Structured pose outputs
..........

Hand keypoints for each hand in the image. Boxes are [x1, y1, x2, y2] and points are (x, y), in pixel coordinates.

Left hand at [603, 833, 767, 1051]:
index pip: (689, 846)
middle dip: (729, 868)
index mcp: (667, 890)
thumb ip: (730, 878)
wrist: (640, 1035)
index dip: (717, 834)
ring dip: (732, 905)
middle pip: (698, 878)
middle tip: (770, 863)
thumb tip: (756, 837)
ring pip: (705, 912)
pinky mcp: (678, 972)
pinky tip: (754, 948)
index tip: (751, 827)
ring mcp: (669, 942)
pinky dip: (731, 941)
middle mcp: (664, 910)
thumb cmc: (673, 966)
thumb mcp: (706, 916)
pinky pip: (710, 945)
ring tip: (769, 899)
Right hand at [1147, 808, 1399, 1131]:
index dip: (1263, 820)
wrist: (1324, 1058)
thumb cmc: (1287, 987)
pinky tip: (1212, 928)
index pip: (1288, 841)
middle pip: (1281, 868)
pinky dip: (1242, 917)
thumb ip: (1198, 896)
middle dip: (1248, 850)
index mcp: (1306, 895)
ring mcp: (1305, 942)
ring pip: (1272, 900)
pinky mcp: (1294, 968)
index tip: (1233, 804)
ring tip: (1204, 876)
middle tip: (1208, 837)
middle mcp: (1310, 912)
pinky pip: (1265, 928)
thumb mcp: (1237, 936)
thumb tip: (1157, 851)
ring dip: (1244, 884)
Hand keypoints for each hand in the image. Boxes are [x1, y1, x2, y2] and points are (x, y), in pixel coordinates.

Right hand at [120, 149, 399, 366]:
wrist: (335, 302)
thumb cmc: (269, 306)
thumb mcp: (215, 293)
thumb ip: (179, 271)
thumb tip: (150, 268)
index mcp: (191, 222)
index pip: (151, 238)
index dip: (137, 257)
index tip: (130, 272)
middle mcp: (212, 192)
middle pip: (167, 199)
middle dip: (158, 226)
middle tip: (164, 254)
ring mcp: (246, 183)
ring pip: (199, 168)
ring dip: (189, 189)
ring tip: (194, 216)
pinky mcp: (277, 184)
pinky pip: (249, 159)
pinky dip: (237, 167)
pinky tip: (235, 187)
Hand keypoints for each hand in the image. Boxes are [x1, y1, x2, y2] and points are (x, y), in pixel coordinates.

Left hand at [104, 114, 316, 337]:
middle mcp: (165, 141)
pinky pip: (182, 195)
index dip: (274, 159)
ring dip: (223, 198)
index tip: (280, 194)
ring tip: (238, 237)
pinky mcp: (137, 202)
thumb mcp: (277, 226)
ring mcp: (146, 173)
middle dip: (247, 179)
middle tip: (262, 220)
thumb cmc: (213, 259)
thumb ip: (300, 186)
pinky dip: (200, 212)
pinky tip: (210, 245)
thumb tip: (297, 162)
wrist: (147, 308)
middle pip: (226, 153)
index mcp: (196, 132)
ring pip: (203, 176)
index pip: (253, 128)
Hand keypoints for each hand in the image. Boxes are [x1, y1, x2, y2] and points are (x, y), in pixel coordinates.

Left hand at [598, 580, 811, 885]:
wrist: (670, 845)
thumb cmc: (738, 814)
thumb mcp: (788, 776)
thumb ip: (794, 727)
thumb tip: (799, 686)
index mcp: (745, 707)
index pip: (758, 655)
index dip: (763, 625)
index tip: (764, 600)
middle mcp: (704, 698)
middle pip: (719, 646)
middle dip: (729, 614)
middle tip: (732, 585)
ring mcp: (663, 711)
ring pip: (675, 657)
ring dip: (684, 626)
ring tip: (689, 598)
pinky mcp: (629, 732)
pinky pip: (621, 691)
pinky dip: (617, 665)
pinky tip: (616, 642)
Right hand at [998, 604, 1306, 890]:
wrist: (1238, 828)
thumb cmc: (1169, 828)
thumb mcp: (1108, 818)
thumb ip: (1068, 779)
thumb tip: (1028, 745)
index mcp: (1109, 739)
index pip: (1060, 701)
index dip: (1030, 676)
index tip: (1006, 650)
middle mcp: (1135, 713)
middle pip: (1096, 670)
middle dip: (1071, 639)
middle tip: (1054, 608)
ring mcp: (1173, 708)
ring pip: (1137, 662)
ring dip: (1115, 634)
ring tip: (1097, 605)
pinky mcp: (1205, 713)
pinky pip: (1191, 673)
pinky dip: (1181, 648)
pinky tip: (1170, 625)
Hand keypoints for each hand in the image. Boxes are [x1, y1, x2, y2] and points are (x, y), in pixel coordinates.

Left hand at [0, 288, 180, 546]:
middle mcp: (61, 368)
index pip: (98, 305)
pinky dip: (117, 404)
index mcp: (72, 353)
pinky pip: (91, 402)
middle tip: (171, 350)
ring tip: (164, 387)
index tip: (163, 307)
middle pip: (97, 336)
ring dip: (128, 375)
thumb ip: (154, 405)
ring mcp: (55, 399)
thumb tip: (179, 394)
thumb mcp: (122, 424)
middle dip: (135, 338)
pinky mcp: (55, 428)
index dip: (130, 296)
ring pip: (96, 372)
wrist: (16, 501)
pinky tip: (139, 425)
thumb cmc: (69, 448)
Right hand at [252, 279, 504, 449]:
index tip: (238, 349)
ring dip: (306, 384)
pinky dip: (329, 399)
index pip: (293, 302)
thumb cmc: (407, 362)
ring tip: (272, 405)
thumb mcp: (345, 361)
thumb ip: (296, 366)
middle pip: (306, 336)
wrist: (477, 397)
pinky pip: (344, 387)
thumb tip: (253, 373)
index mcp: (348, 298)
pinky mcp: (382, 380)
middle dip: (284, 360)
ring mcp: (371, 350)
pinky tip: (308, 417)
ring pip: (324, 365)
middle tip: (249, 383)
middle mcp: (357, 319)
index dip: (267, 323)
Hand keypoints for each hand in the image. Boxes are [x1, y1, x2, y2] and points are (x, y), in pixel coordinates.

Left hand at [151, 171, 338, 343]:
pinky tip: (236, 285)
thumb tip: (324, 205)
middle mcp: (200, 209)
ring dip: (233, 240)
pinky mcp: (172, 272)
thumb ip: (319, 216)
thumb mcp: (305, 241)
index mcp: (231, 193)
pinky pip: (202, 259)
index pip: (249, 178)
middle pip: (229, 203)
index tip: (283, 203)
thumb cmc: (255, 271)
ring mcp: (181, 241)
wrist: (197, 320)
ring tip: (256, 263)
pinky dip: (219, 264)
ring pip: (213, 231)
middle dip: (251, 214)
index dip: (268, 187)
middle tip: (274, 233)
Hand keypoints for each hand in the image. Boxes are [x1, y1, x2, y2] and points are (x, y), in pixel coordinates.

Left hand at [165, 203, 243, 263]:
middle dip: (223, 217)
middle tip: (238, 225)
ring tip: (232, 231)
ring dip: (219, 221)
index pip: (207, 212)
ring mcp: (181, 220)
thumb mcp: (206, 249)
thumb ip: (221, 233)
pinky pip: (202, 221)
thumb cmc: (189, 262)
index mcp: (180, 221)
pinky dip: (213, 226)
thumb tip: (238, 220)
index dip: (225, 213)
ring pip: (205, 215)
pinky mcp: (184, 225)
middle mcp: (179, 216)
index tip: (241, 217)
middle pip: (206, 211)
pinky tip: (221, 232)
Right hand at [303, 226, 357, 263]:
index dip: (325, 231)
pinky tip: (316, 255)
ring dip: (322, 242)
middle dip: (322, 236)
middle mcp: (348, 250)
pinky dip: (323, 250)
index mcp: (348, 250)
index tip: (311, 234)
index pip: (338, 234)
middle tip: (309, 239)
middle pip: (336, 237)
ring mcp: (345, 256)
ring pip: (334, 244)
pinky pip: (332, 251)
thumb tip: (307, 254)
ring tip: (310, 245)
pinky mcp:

..........

> Problem requirements: What you give back should be exactly the lines of the data above from the line with "pinky mcp: (1205, 713)" through the line with "middle tip: (274, 233)", both of those included, and nothing more.

> Answer space:
pinky mcp: (1205, 713)
pinky pip: (1191, 673)
pinky dip: (1181, 648)
pinky tip: (1170, 625)
Hand keypoints for each hand in the image. Boxes are [x1, y1, x2, y2] and points are (x, y), in pixel coordinates.

Left hand at [0, 288, 180, 546]:
middle mcp: (61, 368)
index pip: (98, 305)
pinky dip: (117, 404)
index mcp: (72, 353)
pinky pip: (91, 402)
middle tip: (171, 350)
ring tip: (164, 387)
index tip: (163, 307)
middle pip: (97, 336)
ring dip: (128, 375)
thumb ip: (154, 405)
ring mcp: (55, 399)
thumb tip: (179, 394)
thumb mcp: (122, 424)
middle dip: (135, 338)
pinky mcp: (55, 428)
index dip: (130, 296)
ring pip: (96, 372)
wrist: (16, 501)
pinky tip: (139, 425)
thumb cmc: (69, 448)
Right hand at [252, 279, 504, 449]:
index tip: (238, 349)
ring dip: (306, 384)
pinky dip: (329, 399)
index pip: (293, 302)
thumb cmc: (407, 362)
ring tip: (272, 405)
thumb mcp: (345, 361)
thumb ip: (296, 366)
middle pip: (306, 336)
wrist: (477, 397)
pinky pip: (344, 387)
thumb tip: (253, 373)
index mcp: (348, 298)
pinky mcp: (382, 380)
middle dip: (284, 360)
ring mcp: (371, 350)
pinky tip: (308, 417)
ring pip: (324, 365)
middle tip: (249, 383)
middle mcp: (357, 319)
index dip: (267, 323)
Hand keypoints for each hand in the image. Boxes are [x1, y1, x2, y2] and points are (x, y), in pixel coordinates.

Left hand at [151, 171, 338, 343]:
pinky tip: (236, 285)
thumb tip: (324, 205)
middle mcp: (200, 209)
ring dip: (233, 240)
pinky mcp: (172, 272)
thumb ip: (319, 216)
thumb mcp: (305, 241)
index mcp: (231, 193)
pinky pip: (202, 259)
index pip: (249, 178)
middle pip: (229, 203)
index tip: (283, 203)
thumb cmc: (255, 271)
ring mcp: (181, 241)
wrist: (197, 320)
ring tip: (256, 263)
pinky dip: (219, 264)
ring pip: (213, 231)
middle dip: (251, 214)
index dip: (268, 187)
middle tip: (274, 233)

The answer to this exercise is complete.